INPUT MATERIAL
____________
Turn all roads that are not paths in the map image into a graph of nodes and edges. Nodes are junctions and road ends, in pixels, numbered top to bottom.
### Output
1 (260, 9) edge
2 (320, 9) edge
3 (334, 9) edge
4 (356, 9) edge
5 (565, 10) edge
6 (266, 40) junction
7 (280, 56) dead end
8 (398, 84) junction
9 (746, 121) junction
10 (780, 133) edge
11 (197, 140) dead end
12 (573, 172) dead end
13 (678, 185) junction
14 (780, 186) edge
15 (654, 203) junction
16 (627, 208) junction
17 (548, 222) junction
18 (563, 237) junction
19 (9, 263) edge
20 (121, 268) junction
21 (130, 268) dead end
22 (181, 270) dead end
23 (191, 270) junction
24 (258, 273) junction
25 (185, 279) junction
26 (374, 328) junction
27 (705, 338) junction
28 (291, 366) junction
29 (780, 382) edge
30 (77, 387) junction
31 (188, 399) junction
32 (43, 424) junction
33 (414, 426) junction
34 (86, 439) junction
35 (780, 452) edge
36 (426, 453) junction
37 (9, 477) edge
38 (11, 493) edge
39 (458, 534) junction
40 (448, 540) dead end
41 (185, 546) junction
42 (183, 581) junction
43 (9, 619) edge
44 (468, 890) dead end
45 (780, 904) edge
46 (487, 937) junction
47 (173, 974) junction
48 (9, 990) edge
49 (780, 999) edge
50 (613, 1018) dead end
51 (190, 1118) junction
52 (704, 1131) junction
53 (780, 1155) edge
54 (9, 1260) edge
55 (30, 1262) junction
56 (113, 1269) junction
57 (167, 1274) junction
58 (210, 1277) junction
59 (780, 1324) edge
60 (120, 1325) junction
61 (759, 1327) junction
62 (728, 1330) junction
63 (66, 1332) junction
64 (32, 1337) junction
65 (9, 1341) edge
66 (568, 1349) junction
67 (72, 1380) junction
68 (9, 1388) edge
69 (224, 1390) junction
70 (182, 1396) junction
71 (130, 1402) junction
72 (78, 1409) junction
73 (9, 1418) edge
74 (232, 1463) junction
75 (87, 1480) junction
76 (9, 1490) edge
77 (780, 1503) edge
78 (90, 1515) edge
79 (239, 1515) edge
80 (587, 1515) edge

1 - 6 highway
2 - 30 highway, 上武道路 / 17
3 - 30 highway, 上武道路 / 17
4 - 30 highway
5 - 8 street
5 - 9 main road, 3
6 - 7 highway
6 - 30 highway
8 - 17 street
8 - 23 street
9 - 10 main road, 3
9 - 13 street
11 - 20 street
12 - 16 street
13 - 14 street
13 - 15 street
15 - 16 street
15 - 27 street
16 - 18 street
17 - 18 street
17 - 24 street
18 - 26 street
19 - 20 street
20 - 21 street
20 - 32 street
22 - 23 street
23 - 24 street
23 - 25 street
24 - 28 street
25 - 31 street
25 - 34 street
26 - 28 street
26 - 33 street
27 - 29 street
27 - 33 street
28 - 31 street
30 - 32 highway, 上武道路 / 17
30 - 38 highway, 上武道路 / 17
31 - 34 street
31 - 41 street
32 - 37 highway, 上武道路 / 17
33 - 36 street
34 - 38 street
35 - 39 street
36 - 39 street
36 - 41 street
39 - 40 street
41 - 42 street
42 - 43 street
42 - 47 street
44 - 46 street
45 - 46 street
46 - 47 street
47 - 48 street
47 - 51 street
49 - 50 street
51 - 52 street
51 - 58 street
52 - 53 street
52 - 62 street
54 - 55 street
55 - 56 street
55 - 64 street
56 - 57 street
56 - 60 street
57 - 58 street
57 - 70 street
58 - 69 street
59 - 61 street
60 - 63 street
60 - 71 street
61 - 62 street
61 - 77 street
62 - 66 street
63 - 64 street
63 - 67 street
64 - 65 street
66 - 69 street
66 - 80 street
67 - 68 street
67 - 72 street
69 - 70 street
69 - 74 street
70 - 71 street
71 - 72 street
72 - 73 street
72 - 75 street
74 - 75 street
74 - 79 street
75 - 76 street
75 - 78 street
____________
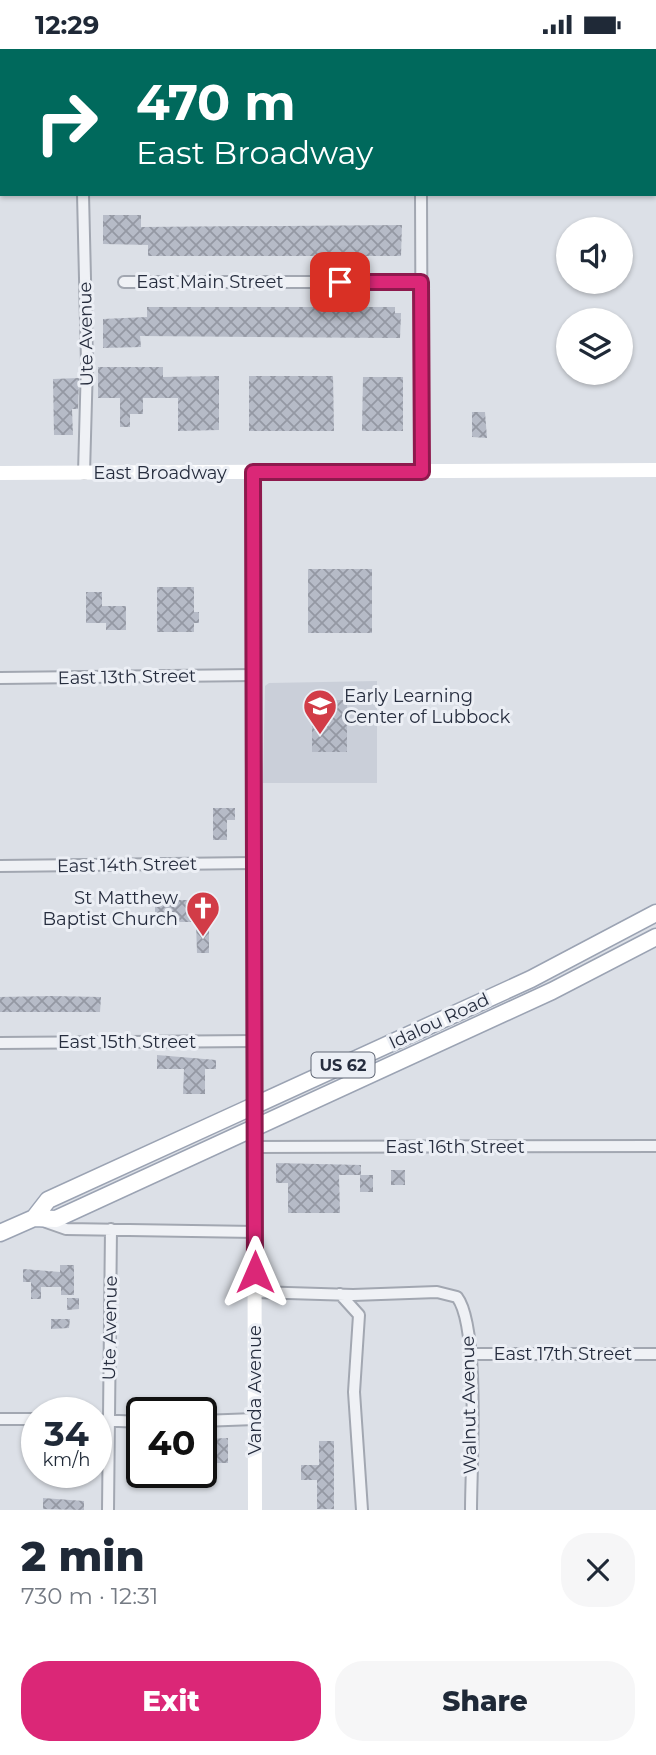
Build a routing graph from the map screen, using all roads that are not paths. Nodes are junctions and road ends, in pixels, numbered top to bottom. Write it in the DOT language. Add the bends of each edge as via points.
____________
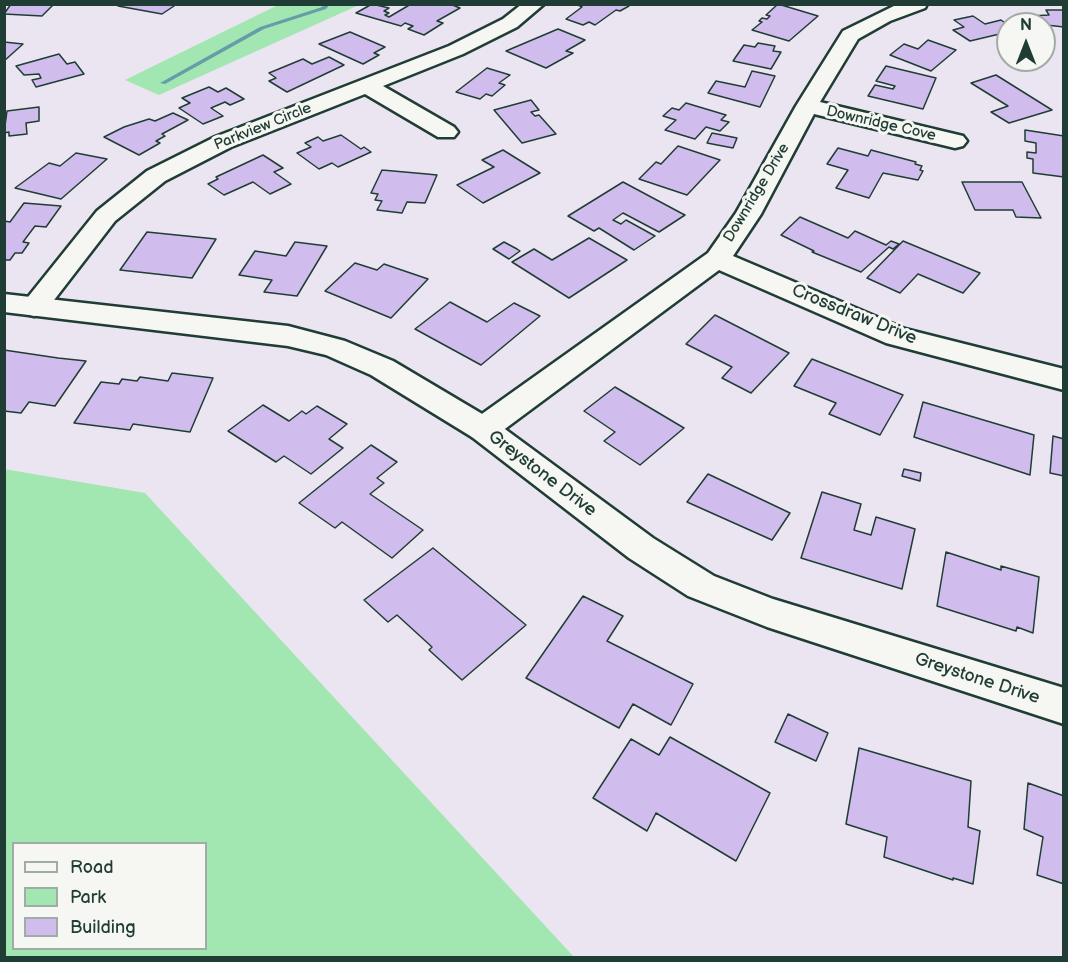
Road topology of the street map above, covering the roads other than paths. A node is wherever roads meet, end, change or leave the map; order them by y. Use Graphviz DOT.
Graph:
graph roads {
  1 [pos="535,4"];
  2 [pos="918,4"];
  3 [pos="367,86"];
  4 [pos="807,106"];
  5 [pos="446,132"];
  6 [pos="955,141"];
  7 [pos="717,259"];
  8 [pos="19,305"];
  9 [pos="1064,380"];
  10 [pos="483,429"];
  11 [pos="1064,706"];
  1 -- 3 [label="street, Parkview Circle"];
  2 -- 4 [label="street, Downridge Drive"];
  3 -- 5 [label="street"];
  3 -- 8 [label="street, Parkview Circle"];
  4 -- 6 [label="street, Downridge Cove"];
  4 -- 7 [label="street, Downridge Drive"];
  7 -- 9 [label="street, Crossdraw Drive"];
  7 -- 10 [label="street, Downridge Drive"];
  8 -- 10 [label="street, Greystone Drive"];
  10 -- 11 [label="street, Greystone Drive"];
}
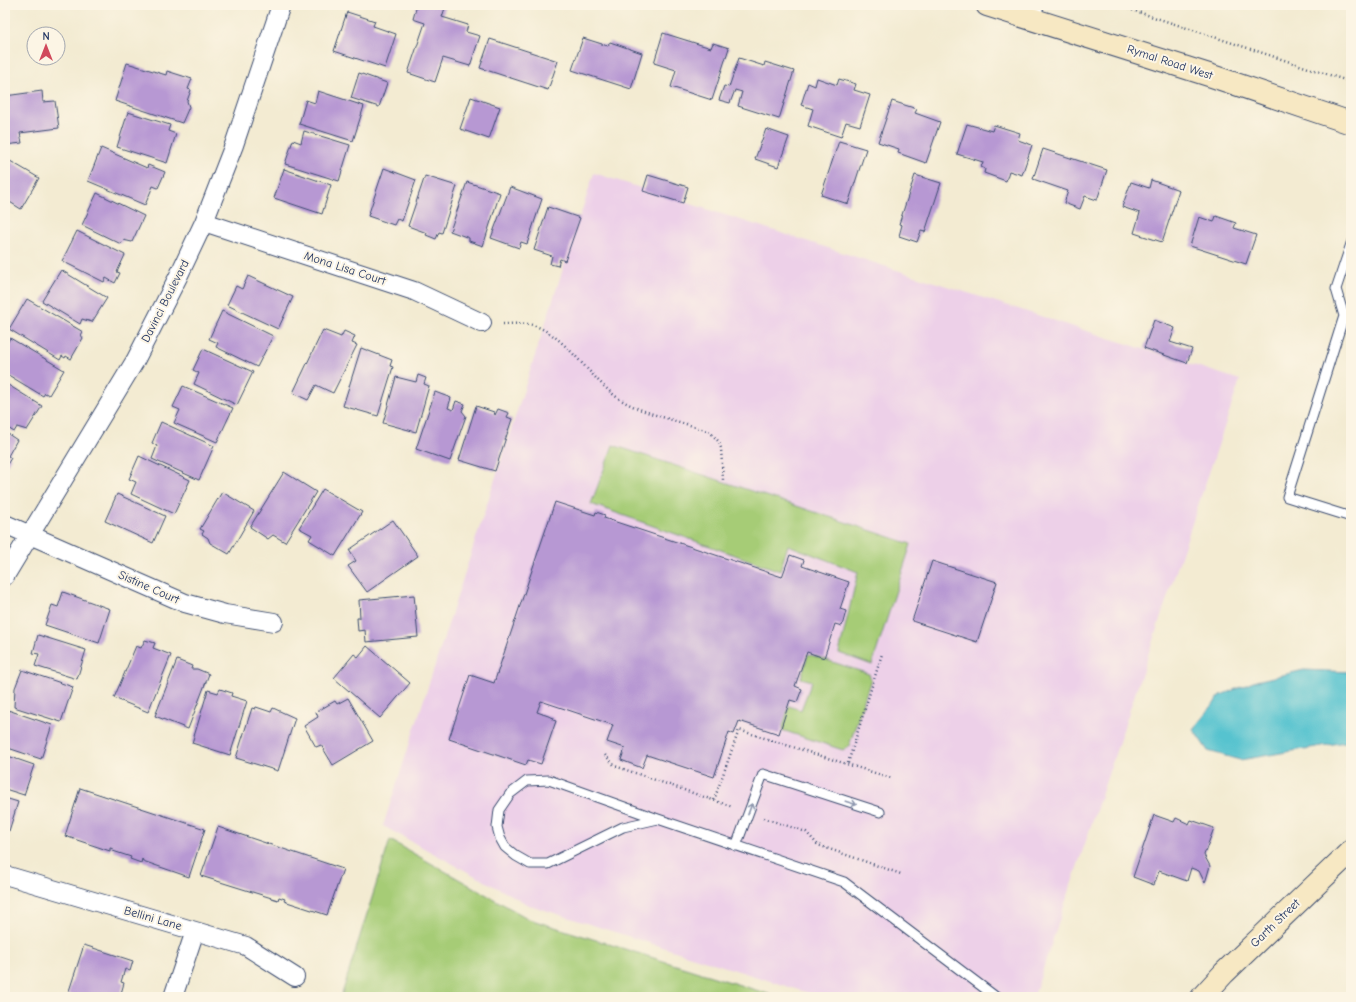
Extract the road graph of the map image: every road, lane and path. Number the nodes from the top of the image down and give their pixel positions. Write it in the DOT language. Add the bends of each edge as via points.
____________
WHAT YOU HAVE TO DO
Go through the entries and report every line with the string "paths".

RESPONSE TO THE TASK
Turn all roads that are not paths in the map image into a graph of nodes and edges. Nodes are junctions and road ends, in pixels, numbered top to bottom.
Build a routing graph from the map screen, using all roads that are not paths. Nodes are junctions and road ends, in pixels, numbered top to bottom. Write it in the DOT language. Add the bends of each edge as via points.
Road topology of the street map above, covering the roads other than paths. A node is wherever roads meet, end, change or leave the map; order them by y. Use Graphviz DOT.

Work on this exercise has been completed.